#### [ACTIVITY]
From start to finish, set down the entries below exactly, leaving out the pictures.

#### [RECORD EXCERPTS]
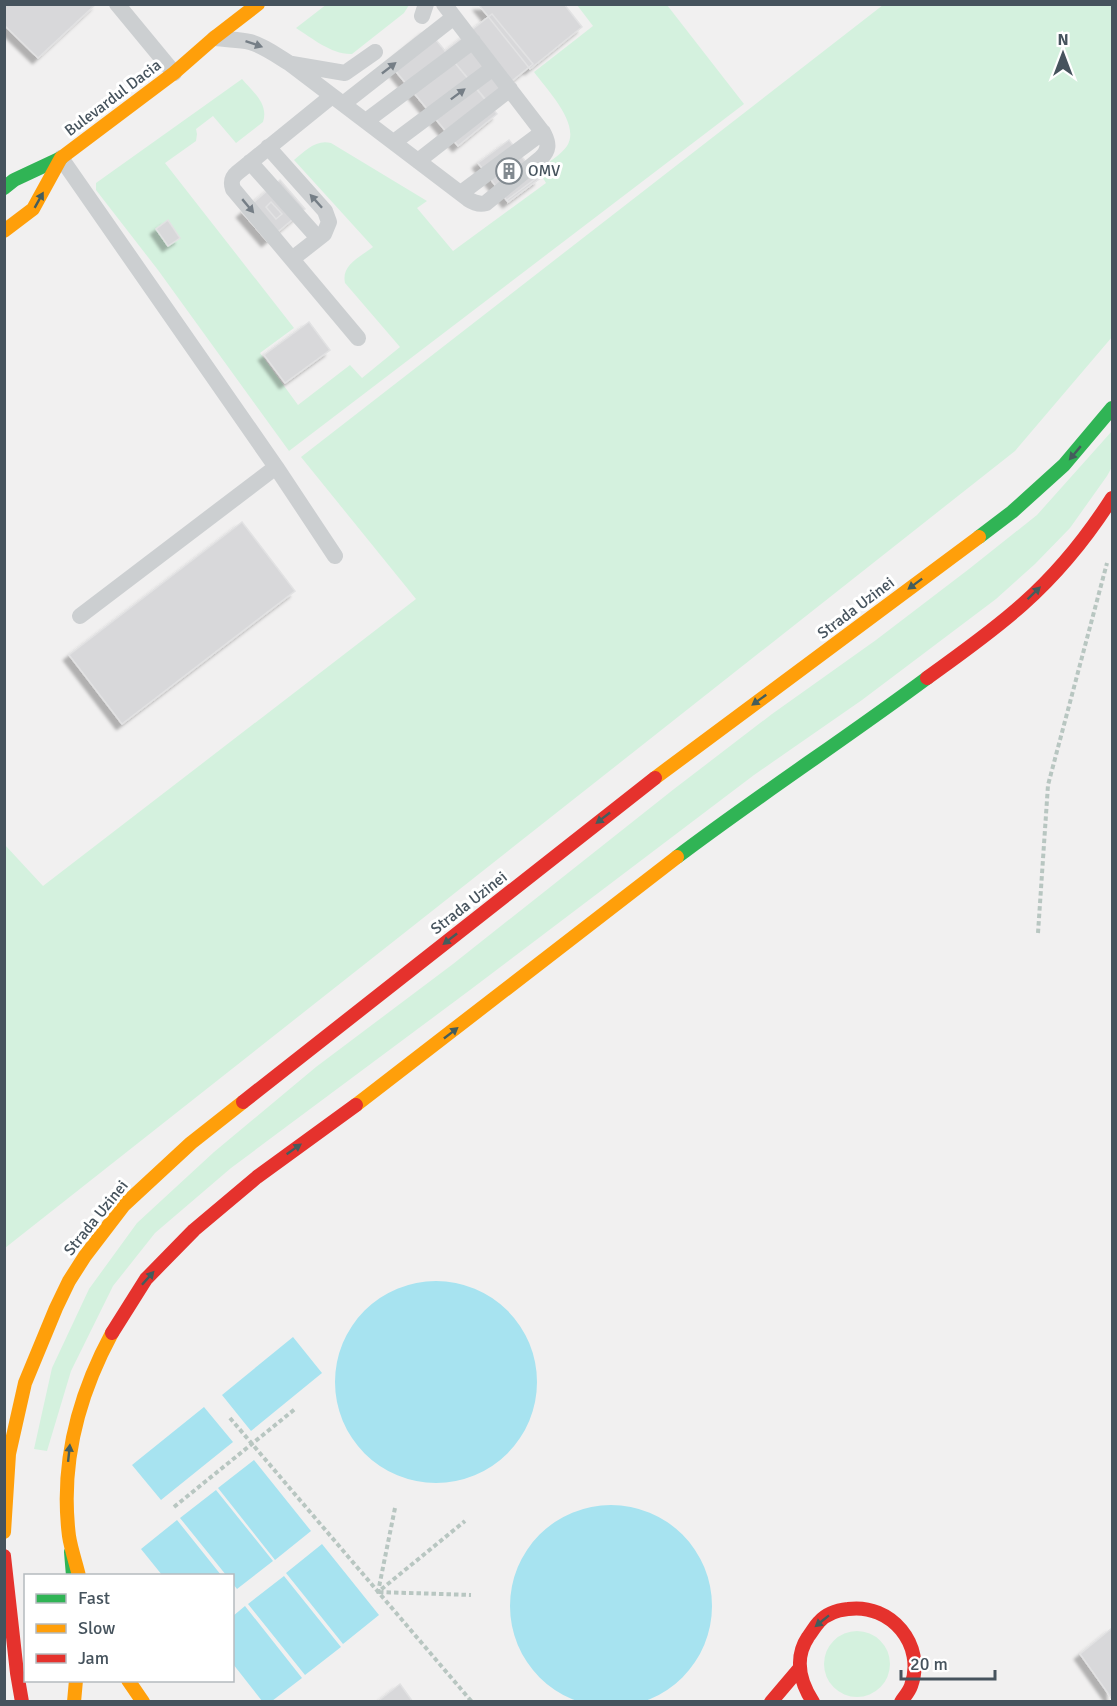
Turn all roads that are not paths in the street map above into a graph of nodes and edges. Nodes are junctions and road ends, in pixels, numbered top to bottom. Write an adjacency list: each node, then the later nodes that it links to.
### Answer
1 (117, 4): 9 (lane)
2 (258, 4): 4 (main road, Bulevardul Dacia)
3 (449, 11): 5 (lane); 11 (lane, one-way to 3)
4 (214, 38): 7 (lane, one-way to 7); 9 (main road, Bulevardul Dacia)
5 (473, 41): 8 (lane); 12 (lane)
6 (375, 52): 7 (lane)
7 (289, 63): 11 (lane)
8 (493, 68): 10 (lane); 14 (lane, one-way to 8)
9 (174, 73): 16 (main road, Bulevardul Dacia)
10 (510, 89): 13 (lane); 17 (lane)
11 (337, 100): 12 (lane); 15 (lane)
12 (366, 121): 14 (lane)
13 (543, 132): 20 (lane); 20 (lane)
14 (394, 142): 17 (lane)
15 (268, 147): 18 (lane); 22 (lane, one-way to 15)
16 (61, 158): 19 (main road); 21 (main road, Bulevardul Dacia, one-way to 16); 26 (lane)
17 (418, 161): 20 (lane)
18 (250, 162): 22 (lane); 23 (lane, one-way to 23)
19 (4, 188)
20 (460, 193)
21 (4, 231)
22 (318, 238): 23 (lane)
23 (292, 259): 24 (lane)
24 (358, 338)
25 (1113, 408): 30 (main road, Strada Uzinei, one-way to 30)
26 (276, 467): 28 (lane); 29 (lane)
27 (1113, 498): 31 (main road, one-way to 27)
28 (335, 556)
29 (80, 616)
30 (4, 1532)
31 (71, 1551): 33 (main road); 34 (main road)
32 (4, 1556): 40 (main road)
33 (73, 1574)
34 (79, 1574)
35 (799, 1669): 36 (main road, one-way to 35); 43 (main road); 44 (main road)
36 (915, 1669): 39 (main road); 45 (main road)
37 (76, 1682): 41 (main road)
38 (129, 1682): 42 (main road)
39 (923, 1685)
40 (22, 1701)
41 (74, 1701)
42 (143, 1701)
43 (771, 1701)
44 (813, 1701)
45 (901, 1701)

#### [OUTPUT FOR THIS TASK]
Turn all roads that are not paths in the street map above into a graph of nodes and edges. Nodes are junctions and road ends, in pixels, numbered top to bottom. Write an adjacency list: each node, then the later nodes that it links to.
### Answer
1 (117, 4): 9 (lane)
2 (258, 4): 4 (main road, Bulevardul Dacia)
3 (449, 11): 5 (lane); 11 (lane, one-way to 3)
4 (214, 38): 7 (lane, one-way to 7); 9 (main road, Bulevardul Dacia)
5 (473, 41): 8 (lane); 12 (lane)
6 (375, 52): 7 (lane)
7 (289, 63): 11 (lane)
8 (493, 68): 10 (lane); 14 (lane, one-way to 8)
9 (174, 73): 16 (main road, Bulevardul Dacia)
10 (510, 89): 13 (lane); 17 (lane)
11 (337, 100): 12 (lane); 15 (lane)
12 (366, 121): 14 (lane)
13 (543, 132): 20 (lane); 20 (lane)
14 (394, 142): 17 (lane)
15 (268, 147): 18 (lane); 22 (lane, one-way to 15)
16 (61, 158): 19 (main road); 21 (main road, Bulevardul Dacia, one-way to 16); 26 (lane)
17 (418, 161): 20 (lane)
18 (250, 162): 22 (lane); 23 (lane, one-way to 23)
19 (4, 188)
20 (460, 193)
21 (4, 231)
22 (318, 238): 23 (lane)
23 (292, 259): 24 (lane)
24 (358, 338)
25 (1113, 408): 30 (main road, Strada Uzinei, one-way to 30)
26 (276, 467): 28 (lane); 29 (lane)
27 (1113, 498): 31 (main road, one-way to 27)
28 (335, 556)
29 (80, 616)
30 (4, 1532)
31 (71, 1551): 33 (main road); 34 (main road)
32 (4, 1556): 40 (main road)
33 (73, 1574)
34 (79, 1574)
35 (799, 1669): 36 (main road, one-way to 35); 43 (main road); 44 (main road)
36 (915, 1669): 39 (main road); 45 (main road)
37 (76, 1682): 41 (main road)
38 (129, 1682): 42 (main road)
39 (923, 1685)
40 (22, 1701)
41 (74, 1701)
42 (143, 1701)
43 (771, 1701)
44 (813, 1701)
45 (901, 1701)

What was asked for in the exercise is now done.